The Enteric Nervous System

Buried in the walls of the gastrointestinal tract is a third division sometimes called the “second brain.” The enteric nervous system consists of two networks of nerve clusters. The myenteric plexus sits between the muscle layers of the gut wall and drives the rhythmic contractions (peristalsis) that push food through the digestive tract. The submucosal plexus, positioned closer to the inner lining, regulates enzyme secretion and blood flow to the intestines. While the enteric nervous system receives input from the autonomic nervous system, it can operate independently, coordinating digestion on its own.

Neurons: The Signaling Cells

The fundamental working unit of the nervous system is the neuron. Each neuron has three main parts. The cell body (soma) contains the nucleus and the machinery that keeps the cell alive. Branching off the cell body are dendrites, thin extensions that pick up electrical signals from neighboring cells. A single long projection called the axon carries the signal away from the cell body toward its target, whether that’s another neuron, a muscle fiber, or a gland.

The human brain contains roughly 67 to 86 billion neurons. Speed matters in a system this large, so many axons are wrapped in a fatty insulating layer called a myelin sheath. In the CNS, cells called oligodendrocytes produce this myelin, with a single oligodendrocyte wrapping segments of multiple axons at once. In the peripheral nervous system, Schwann cells do the same job, but each Schwann cell insulates only one axon. Myelin prevents the electrical signal from dissipating and dramatically increases transmission speed. When myelin breaks down, as it does in diseases like multiple sclerosis, the result can be paralysis, loss of coordination, or seizures.

Glial Cells: The Support Network

Neurons get most of the attention, but they’re roughly matched in number by non-neuronal cells. The glia-to-neuron ratio in the human brain is close to 1:1, with the total number of glial cells falling below 85 billion (a figure that also includes blood vessel cells). Glial cells don’t transmit electrical signals, but they perform critical support functions.

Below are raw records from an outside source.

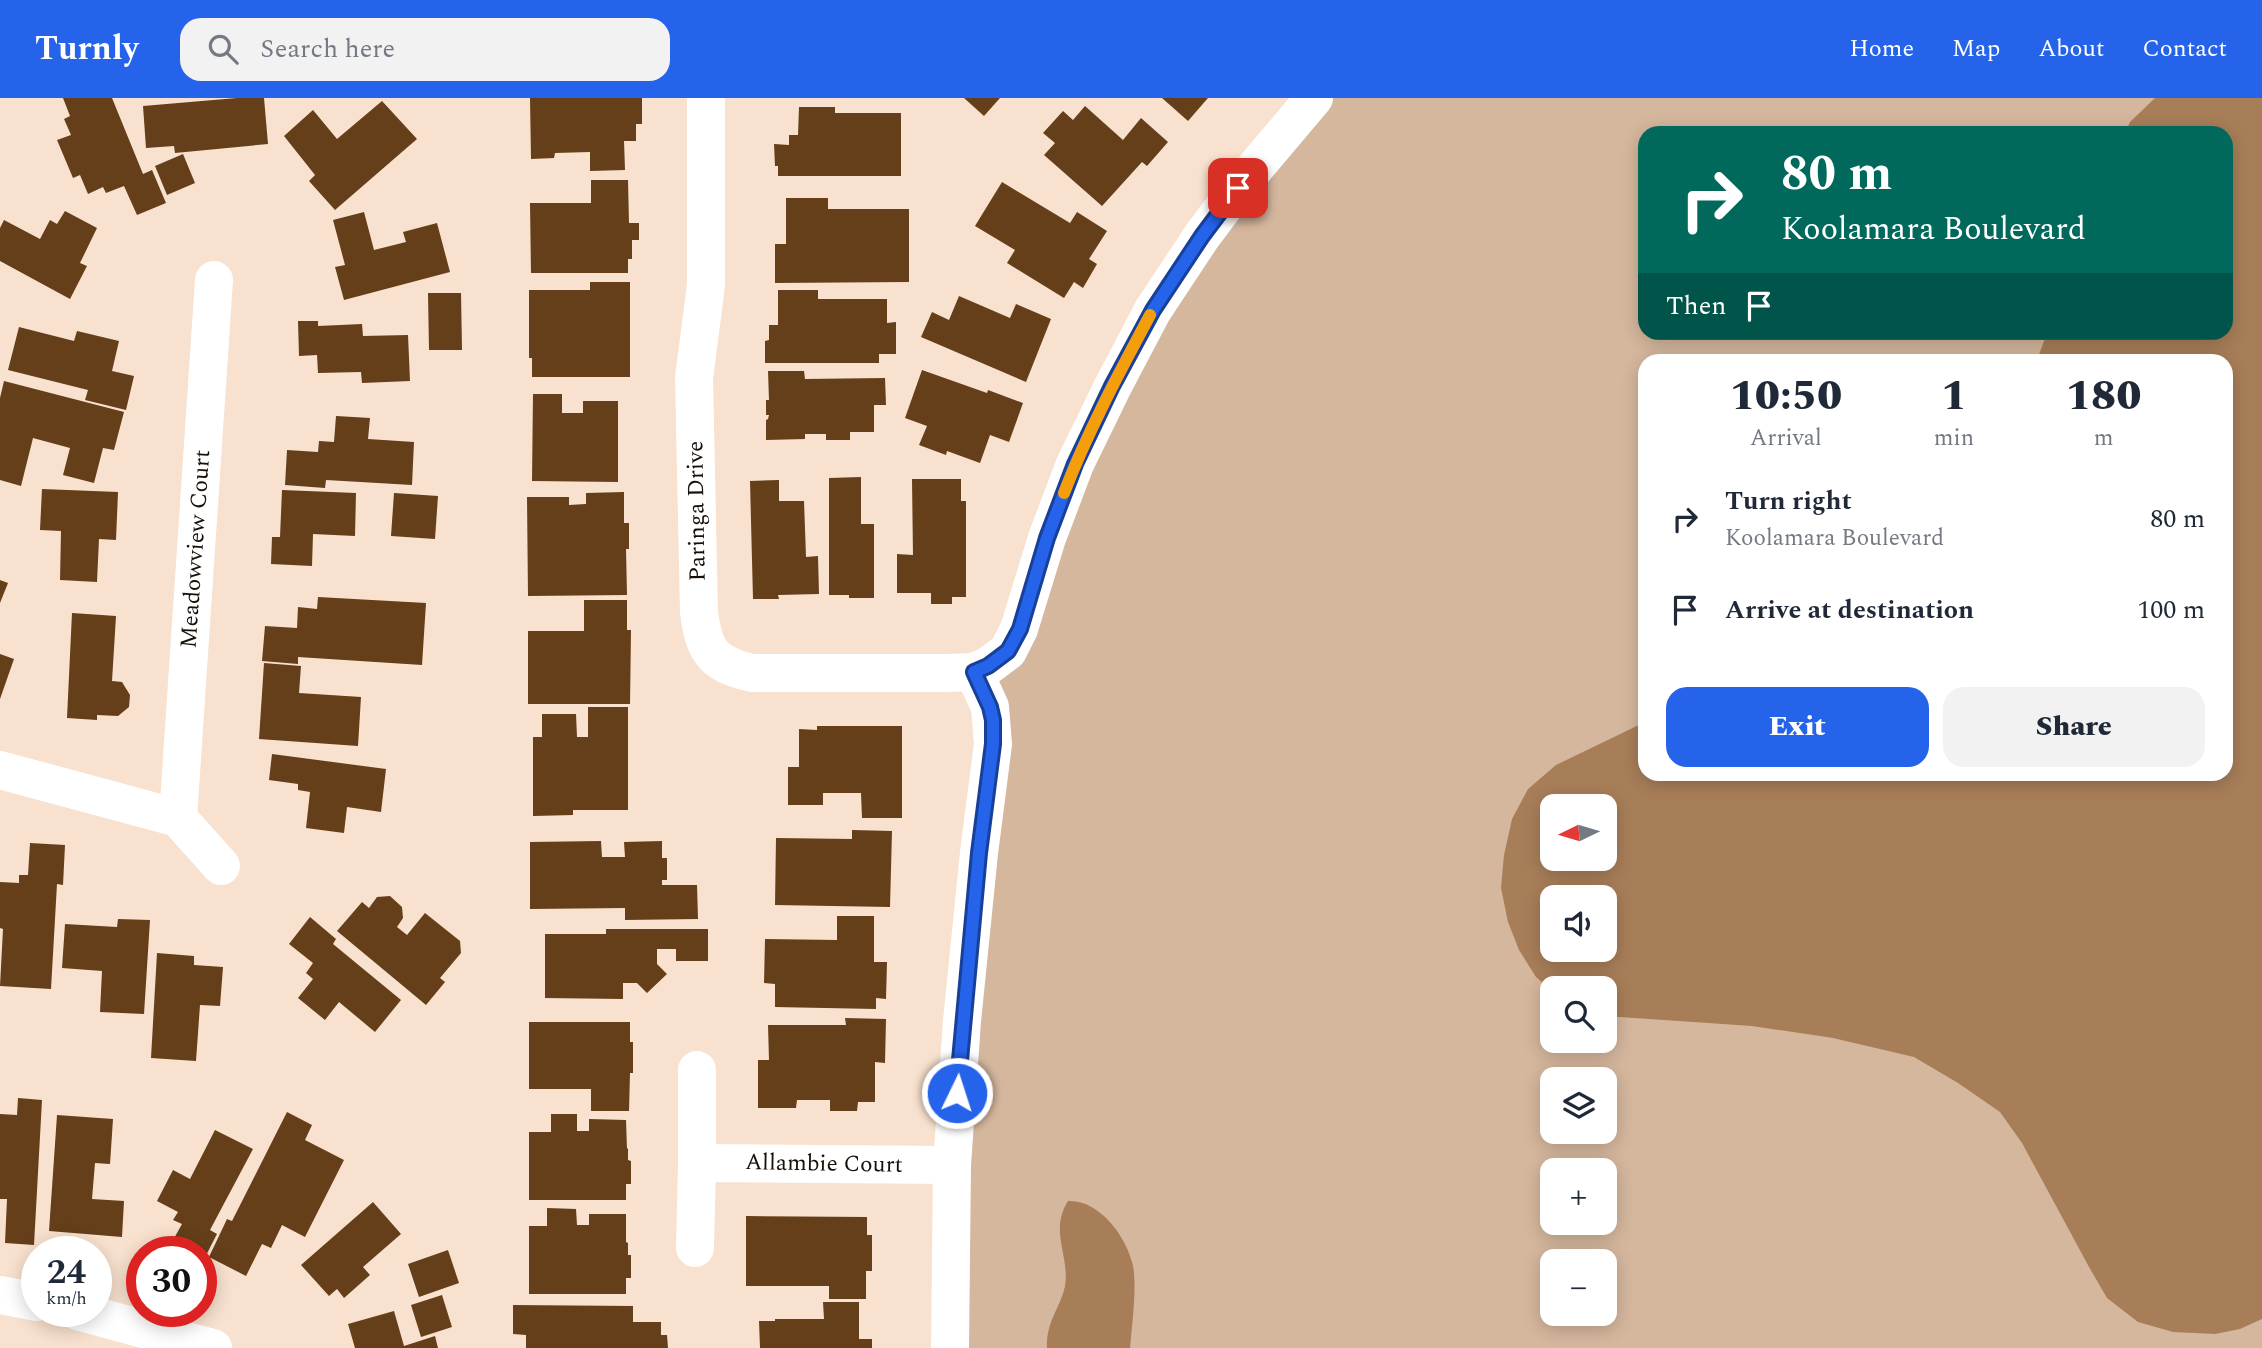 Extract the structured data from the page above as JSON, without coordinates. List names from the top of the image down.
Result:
{
  "streets": {
    "street": ["Paringa Drive", "Meadowview Court", "Allambie Court"]
  },
  "north": "left",
  "page": {
    "header": "Turnly",
    "search": "Search here",
    "nav": [
      "Home",
      "Map",
      "About",
      "Contact"
    ],
    "turn": ["80 m", "Koolamara Boulevard"],
    "then": "Then",
    "eta": [
      "10:50",
      "Arrival",
      "1",
      "min",
      "180",
      "m"
    ],
    "list": [
      {
        "name": "Turn right",
        "note": "Koolamara Boulevard",
        "value": "80 m"
      },
      {
        "name": "Arrive at destination",
        "value": "100 m"
      }
    ],
    "buttons": ["Exit", "Share"],
    "map_buttons": ["+", "−"],
    "speed": "24 km/h",
    "limit": "30"
  }
}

Astrocytes are star-shaped cells with numerous branching processes. Their foot-like extensions help form the blood-brain barrier, and they regulate the chemical environment around neurons by absorbing excess signaling molecules and potassium ions. They also supply neurons with the raw materials needed to produce energy. Microglia are the brain’s immune cells. Derived from the same lineage as white blood cells, they patrol the CNS, engulfing dead cells, debris, and invading organisms. When tissue is damaged, microglia multiply and cluster around the injury site.

Synapses: Where Signals Pass Between Cells

Neurons communicate at junctions called synapses. In a chemical synapse, which is the most common type, the signal-sending neuron’s axon ends at a terminal that sits less than 50 nanometers from the receiving cell’s membrane. When an electrical impulse reaches this terminal, it triggers the release of chemical messengers (neurotransmitters) into the narrow gap, called the synaptic cleft. These molecules drift across the cleft and bind to receptors on the receiving cell, either exciting it to fire its own signal or inhibiting it from doing so.

Electrical synapses work differently. Instead of a chemical intermediary, two neurons are connected almost directly through protein channels called connexins. These channels allow electrical current to pass straight from one cell to the next, making electrical synapses faster but less flexible than their chemical counterparts. Electrical synapses appear in circuits where speed and synchronization matter most, such as certain reflexes and rhythmic processes in the brain.